January 4, 2019 12:48 am

5 Things to Know about Write-Offs for Driving in 2019

You may be thinking of buying or leasing a new vehicle for 2019. Or you may drive your new or existing car or truck for business or other purposes. Here are 5 things to know about the tax rules that affect these actions.

1. Business driving may or may not be deductible

It depends on whether or not you are an employee. If you are an employee, you cannot deduct your business driving because of the suspension of miscellaneous itemized deductions subject to the 2%-of-adjusted-gross-income floor. If you are self-employed, you can deduct the cost of business driving by totaling up your actual costs or using an IRS standard mileage rate. For 2019, that rate is 58 cents per mile (3.5 cents higher than in 2018).

Note: If you use the IRS standard mileage rate, you must reduce the basis of your vehicle (used to determine gain or loss when you dispose of it) at the rate of 26 cents per mile driven in 2019 (the basis reduction is 25 cents per mile for 2018 and 2017).
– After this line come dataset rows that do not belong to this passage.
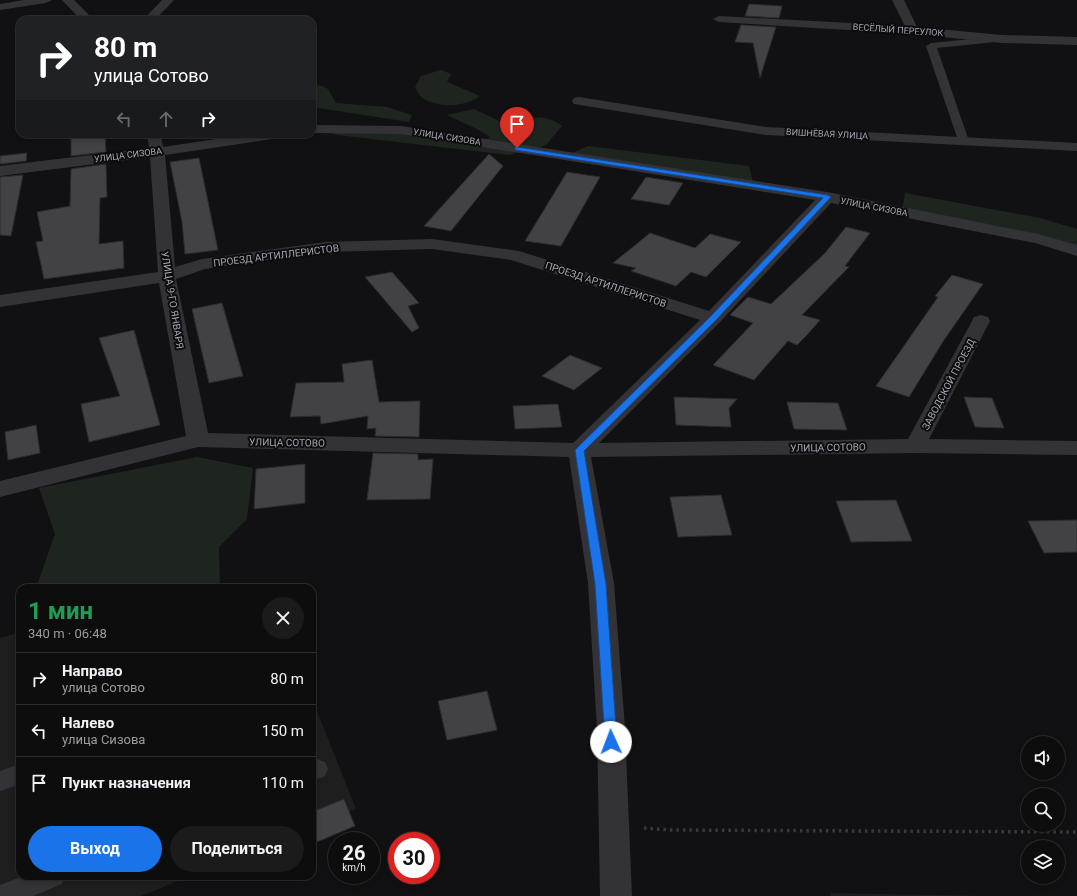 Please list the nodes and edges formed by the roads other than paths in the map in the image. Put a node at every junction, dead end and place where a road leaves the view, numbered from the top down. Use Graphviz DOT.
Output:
graph roads {
  1 [pos="46,0"];
  2 [pos="68,0"];
  3 [pos="168,0"];
  4 [pos="898,0"];
  5 [pos="0,7"];
  6 [pos="84,16"];
  7 [pos="153,16"];
  8 [pos="719,19"];
  9 [pos="912,30"];
  10 [pos="1002,39"];
  11 [pos="1077,41"];
  12 [pos="579,101"];
  13 [pos="316,129"];
  14 [pos="155,138"];
  15 [pos="251,138"];
  16 [pos="962,141"];
  17 [pos="1077,147"];
  18 [pos="157,152"];
  19 [pos="0,171"];
  20 [pos="827,197"];
  21 [pos="1077,250"];
  22 [pos="167,276"];
  23 [pos="0,301"];
  24 [pos="713,318"];
  25 [pos="981,321"];
  26 [pos="198,440"];
  27 [pos="915,446"];
  28 [pos="1077,448"];
  29 [pos="580,450"];
  30 [pos="0,489"];
  31 [pos="16,775"];
  32 [pos="0,781"];
  33 [pos="42,880"];
  34 [pos="3,896"];
  35 [pos="616,896"];
  1 -- 5 [label="street"];
  2 -- 6 [label="street"];
  3 -- 7 [label="street"];
  4 -- 9 [label="street"];
  8 -- 9 [label="street, ВЕСЁЛЫЙ ПЕРЕУЛОК"];
  9 -- 10 [label="street, ВЕСЁЛЫЙ ПЕРЕУЛОК"];
  10 -- 11 [label="street, ВЕСЁЛЫЙ ПЕРЕУЛОК"];
  10 -- 16 [label="lane"];
  12 -- 16 [label="street, ВИШНЁВАЯ УЛИЦА"];
  13 -- 20 [label="street, УЛИЦА СИЗОВА"];
  14 -- 18 [label="street, УЛИЦА 9-ГО ЯНВАРЯ"];
  15 -- 18 [label="street, УЛИЦА СИЗОВА"];
  16 -- 17 [label="street, ВИШНЁВАЯ УЛИЦА"];
  18 -- 19 [label="street, УЛИЦА СИЗОВА"];
  18 -- 22 [label="street, УЛИЦА 9-ГО ЯНВАРЯ"];
  20 -- 21 [label="street, УЛИЦА СИЗОВА"];
  20 -- 24 [label="street"];
  22 -- 23 [label="street, ПРОЕЗД АРТИЛЛЕРИСТОВ"];
  22 -- 24 [label="street, ПРОЕЗД АРТИЛЛЕРИСТОВ"];
  22 -- 26 [label="street, УЛИЦА 9-ГО ЯНВАРЯ"];
  24 -- 29 [label="street"];
  25 -- 27 [label="street, ЗАВОДСКОЙ ПРОЕЗД"];
  26 -- 29 [label="street, УЛИЦА СОТОВО"];
  26 -- 30 [label="street, УЛИЦА СОТОВО"];
  27 -- 28 [label="street, УЛИЦА СОТОВО"];
  27 -- 29 [label="street, УЛИЦА СОТОВО"];
  29 -- 35 [label="street"];
  31 -- 32 [label="lane"];
  33 -- 34 [label="lane"];
}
2. Medical driving is deductible for itemizers           

If you don’t claim the standard deduction, you can treat the cost of driving for medical purposes (e.g., to see a doctor, pick up prescriptions, attend physical therapy) as a medical expense. For 2019, the IRS-set standard mileage rate for this purpose is 20 cents per mile, or a penny more than in 2018. However, for 2019, your out-of-pocket medical expenses will be deductible only to the extent they exceed 10% of your adjusted gross income (AGI), unless Congress extends to 2019 the 7.5% of AGI threshold that applies for 2018.

3. Driving related to relocation is only deductible for the military

If you drive your vehicle when you move because of a change of location for a job or business, you cannot deduct the cost. Only active duty military personnel who move pursuant to a military order and incident to a permanent change of station can deduct their moving costs. The driving rate for them in 2019 is 20 cents per mile.

4. Driving for charitable purposes is still deductible

As long as you itemize your personal deductions, you can deduct the cost of driving for charity at the rate of 14 cents per mile (a rate that’s set by Congress and is not adjusted annually by the IRS). Thus, if you volunteer for Meals on Wheels, you can deduct the 14 cents rate for your 2019 mileage.

5. Buying an electric vehicle may or may not give you a tax credit

Usually you can take a tax credit for buying a plug-in electric drive motor vehicle of up to $7,500. This is so whether you use the vehicle for personal or business purposes. However, because Tesla has been so successful in selling their vehicles, the federal tax credit for buying one of them in 2019 is reduced. Starting on January 1, 2019, the credit is only $3,750. And for purchases on or after July 1, 2019, the credit will be reduced to $1,875 for the balance of the year. No credit will be available for the purchase of a plug-in electric drive Tesla after 2019.

Note: Other manufacturers may top 200,000 in sales in 2019, which will trigger a reduction in this tax credit for their vehicles.


As with any tax write-offs, be sure to retain required records. For example, when it comes to driving your vehicle, you need specific substantiation to claim any deduction.